Is mortgage refinancing right for you? Interest rates are currently hovering at a historic low, making swapping out your old higher rates for these new ones an appealing choice. In January of this year, the Mortgage Bankers Association’s Refinance Index reported activity up a whopping 78% from 2019. 

But before you rush to fill out the refinance portion of your mortgage application, you need to look beyond just the current mortgage interest rates. Consider asking yourself these seven questions before you decide to refinance.

Why Do I Want to Refinance?

You could have a few different reasons for wanting to refinance your mortgage. 

Lower Your Interest Rate

The most popular reason for deciding to refinance your mortgage is to lower your interest rate. If your current interest rate is higher than current mortgage interest rates, locking in a new rate could leave you with considerable savings that could really make a difference in the long run. Remember that if you lock in a lower rate for a longer amount of time, you could still end up paying the same amount (or more) than if you had kept a higher rate for a shorter period of time.

Eliminate Private Mortgage Insurance

Is your home currently financed by the Federal Housing Administration (FHA)? This probably means you’re paying for mandatory private mortgage insurance (PMI), which adds up. If you are able to refinance your home under a conventional mortgage instead of an FHA mortgage, you will be able to eliminate your PMI and lower your monthly costs.

Switch From an Adjustable Rate Mortgage to a Fixed Rate Mortgage

Another reason you may want to consider refinancing your mortgage is if you currently have an adjustable rate mortgage (ARM) and want to switch it to a fixed rate mortgage (FRM). This might be a smart idea if you currently have low interest rates and feel confident the market interest rates won’t be continuing to decrease in the future. An FRM can freeze your ideal rate and give you the best savings in the long run.

How Is My Credit?

You’ll want to be familiar with your credit score before applying to refinance your mortgage. Similar to applying for a credit card or to renting or purchasing a home, your credit score is going to be under scrutinization. 

Even if you think your credit score is fine, lenders might not agree. Although you might have average credit, you may not qualify for the lowest interest rates, which is something you need to take into consideration. In general, you will need a score of 620 or higher to qualify for a traditional refinance, but with a higher score, your lender may be more willing to work with you on closing costs and interest rates.

Have bad credit? Don’t be discouraged. You still have options for refinance, such as speaking to your current lender about keeping your business and refinancing through them, or applying for a Federal Housing Administration (FHA) refinance option.

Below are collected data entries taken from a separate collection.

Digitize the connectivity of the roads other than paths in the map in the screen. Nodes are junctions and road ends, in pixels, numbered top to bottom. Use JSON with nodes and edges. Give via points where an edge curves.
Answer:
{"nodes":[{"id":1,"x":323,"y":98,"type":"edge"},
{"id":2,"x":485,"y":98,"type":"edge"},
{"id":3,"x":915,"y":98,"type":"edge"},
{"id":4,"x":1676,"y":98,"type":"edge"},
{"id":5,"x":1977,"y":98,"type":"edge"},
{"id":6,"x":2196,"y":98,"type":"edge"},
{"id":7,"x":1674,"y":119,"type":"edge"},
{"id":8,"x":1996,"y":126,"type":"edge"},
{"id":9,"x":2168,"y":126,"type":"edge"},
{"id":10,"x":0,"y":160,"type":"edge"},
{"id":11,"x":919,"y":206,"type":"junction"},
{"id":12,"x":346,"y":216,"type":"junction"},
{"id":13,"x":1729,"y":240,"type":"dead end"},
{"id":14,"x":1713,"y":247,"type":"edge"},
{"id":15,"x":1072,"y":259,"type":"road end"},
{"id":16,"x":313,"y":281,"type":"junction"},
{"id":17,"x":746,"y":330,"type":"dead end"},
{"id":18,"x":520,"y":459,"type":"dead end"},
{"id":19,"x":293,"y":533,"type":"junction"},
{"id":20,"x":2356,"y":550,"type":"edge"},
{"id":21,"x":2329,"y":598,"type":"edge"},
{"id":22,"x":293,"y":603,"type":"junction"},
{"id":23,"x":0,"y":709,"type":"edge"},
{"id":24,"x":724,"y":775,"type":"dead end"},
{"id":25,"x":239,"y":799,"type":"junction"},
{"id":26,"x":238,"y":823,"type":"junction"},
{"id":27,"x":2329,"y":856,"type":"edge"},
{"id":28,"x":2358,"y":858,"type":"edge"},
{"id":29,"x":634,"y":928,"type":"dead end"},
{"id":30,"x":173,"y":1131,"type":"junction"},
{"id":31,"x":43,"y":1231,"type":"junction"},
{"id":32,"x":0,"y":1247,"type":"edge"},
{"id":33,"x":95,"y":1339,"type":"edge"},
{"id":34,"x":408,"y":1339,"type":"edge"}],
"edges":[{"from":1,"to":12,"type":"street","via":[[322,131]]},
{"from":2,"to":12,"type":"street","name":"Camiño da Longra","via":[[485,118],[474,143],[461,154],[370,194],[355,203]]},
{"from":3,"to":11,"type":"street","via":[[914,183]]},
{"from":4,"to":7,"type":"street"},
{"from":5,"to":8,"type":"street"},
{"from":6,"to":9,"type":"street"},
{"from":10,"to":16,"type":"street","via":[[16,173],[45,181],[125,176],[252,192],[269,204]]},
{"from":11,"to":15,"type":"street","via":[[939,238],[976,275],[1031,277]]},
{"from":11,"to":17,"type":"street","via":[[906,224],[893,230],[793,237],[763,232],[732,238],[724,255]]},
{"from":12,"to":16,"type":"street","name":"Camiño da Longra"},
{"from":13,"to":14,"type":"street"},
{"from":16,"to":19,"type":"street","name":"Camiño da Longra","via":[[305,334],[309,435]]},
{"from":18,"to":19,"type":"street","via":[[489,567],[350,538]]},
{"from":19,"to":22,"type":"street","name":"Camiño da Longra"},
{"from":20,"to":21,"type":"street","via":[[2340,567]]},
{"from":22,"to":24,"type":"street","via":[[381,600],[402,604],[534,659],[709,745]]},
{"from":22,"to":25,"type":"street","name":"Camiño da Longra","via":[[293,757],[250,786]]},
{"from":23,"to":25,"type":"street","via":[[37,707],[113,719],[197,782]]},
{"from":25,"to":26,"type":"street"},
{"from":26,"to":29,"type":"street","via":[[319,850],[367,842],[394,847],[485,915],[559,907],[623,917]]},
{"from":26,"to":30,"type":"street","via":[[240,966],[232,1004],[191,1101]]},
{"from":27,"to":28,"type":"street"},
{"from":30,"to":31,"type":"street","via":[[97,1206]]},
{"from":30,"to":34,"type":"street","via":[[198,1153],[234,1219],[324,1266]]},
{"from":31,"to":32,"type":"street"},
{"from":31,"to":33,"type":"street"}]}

[Related: How to Get Your Mortgage Approved (and Keep It That Way)]

How Much Equity Do I Have in My Home?

Home equity is the current market value of your home, minus what you owe. Positive home equity can be achieved through making payments on your principal balance, or if the housing market value increases. Online home equity calculators or in-person home appraisals can help you figure out your home equity. The higher the equity, the easier it will be for a lender to approve a refinancing loan since they see that you have a major stake in your home, and aren’t likely to default on payments.

Can I Afford the Closing Costs?

Asking yourself if you can afford to refinance may seem obvious, but you need to consider all costs involved with refinancing. Fees such as mortgage refinance closing costs are typically 1% to 3% of your total loan amount. The most cost-effective way to take care of closing costs is to pay them out of pocket, since if you decide to finance your closing cost, you’re going to end up paying close to double the initial amount with interest over time. You can also decide to absorb the closing cost into your total refinancing loan, which may or may not increase your interest rates.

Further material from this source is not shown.